“Mompou is evoking in music the silence…and the silence is music.”
When guitarist Rafaella Smits visited Rochester, she played and spoke about music by Catalan - French - Spanish composer Federico Mompou (1893-1987).
I think it’s fair to say Mompou is one of the composers with a “cult” following – he’s not mainstream famous, even among those who routinely listen to classical music, yet his music is beloved and revered by those who are in the know.
Mompou was a very shy, quiet person (in an interview, he described his favorite pastimes as “Contemplation. Meditation. The Cinema.”) He did not play the piano in public concerts, only at private gatherings – which may have kept him from wider fame.

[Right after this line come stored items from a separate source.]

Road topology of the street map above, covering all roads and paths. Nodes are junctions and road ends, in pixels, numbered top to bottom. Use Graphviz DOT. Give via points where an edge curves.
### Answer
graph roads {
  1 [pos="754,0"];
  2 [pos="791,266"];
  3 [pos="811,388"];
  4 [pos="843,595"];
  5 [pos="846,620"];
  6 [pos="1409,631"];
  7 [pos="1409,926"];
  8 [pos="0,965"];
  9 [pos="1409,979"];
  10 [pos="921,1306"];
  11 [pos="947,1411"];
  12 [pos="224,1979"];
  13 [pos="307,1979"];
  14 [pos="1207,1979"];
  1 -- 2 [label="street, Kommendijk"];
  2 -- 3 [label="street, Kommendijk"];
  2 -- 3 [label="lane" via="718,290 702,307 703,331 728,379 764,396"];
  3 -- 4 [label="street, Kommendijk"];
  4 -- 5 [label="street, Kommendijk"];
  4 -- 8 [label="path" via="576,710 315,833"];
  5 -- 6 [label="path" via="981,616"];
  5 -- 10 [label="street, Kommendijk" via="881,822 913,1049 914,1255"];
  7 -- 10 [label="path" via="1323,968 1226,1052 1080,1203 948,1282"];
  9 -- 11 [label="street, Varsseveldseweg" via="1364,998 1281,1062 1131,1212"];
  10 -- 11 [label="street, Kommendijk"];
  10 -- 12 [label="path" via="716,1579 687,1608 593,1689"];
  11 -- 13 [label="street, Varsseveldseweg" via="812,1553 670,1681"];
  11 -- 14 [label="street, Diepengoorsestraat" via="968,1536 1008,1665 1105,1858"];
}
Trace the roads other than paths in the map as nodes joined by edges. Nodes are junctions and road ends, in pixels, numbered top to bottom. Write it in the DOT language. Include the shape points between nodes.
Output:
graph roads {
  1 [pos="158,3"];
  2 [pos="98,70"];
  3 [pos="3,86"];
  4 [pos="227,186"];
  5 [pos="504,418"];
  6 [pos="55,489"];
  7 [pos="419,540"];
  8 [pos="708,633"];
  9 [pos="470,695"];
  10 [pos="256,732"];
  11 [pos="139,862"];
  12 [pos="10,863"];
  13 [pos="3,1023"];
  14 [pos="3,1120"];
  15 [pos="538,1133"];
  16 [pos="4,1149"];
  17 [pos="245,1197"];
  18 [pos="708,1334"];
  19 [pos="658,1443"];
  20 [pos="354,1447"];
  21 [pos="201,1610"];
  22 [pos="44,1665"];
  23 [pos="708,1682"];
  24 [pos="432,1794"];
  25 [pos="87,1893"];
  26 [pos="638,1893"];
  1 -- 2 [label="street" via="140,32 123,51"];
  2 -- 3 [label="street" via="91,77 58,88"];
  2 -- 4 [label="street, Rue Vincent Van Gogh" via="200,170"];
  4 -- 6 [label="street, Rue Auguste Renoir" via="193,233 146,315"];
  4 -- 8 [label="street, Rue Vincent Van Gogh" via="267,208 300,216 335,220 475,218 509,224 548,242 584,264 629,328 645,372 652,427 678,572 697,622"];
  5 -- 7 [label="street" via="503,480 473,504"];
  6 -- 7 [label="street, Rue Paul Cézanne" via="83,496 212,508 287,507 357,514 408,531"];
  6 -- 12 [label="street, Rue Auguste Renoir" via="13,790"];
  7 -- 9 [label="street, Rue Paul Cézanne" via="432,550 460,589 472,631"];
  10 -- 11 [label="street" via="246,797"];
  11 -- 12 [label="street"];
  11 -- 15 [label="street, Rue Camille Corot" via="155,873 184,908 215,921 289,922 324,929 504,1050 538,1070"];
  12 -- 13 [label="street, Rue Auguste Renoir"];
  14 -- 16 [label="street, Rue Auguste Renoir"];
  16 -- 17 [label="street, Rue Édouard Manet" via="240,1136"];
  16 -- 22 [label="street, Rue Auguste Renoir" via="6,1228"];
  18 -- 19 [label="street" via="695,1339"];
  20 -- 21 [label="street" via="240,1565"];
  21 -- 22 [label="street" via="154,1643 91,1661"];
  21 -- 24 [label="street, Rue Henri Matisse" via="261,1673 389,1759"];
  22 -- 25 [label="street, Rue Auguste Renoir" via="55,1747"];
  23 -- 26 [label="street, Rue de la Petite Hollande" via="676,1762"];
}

But we do have some recordings of Mompou playing his own music, made later in his life:
Pianist Stephen Hough writes beautifully about the elusive nature and paradoxes of Mompou’s music -
“The music of Federico Mompou is the music of evaporation…the composer's muse begins and ends with innocence as a search for air beyond the smoke of experience.”
Take some time to read the rest of Stephen Hough's musings on Mompou's piano music.
Mompou died in the 1980s, 94 years old and honored in both France and Spain. A few of his pieces have been orchestrated and turned into works for ballet - though I couldn't find video of these productions.
If you want to explore his evocative musical worlds, you have a few hundred piano pieces, songs, and works for guitar in which to get lost. If we cross paths in these distant dreams - don't worry about stopping for small talk; I'll understand if we just exchange a quiet nod as we wander on our ways.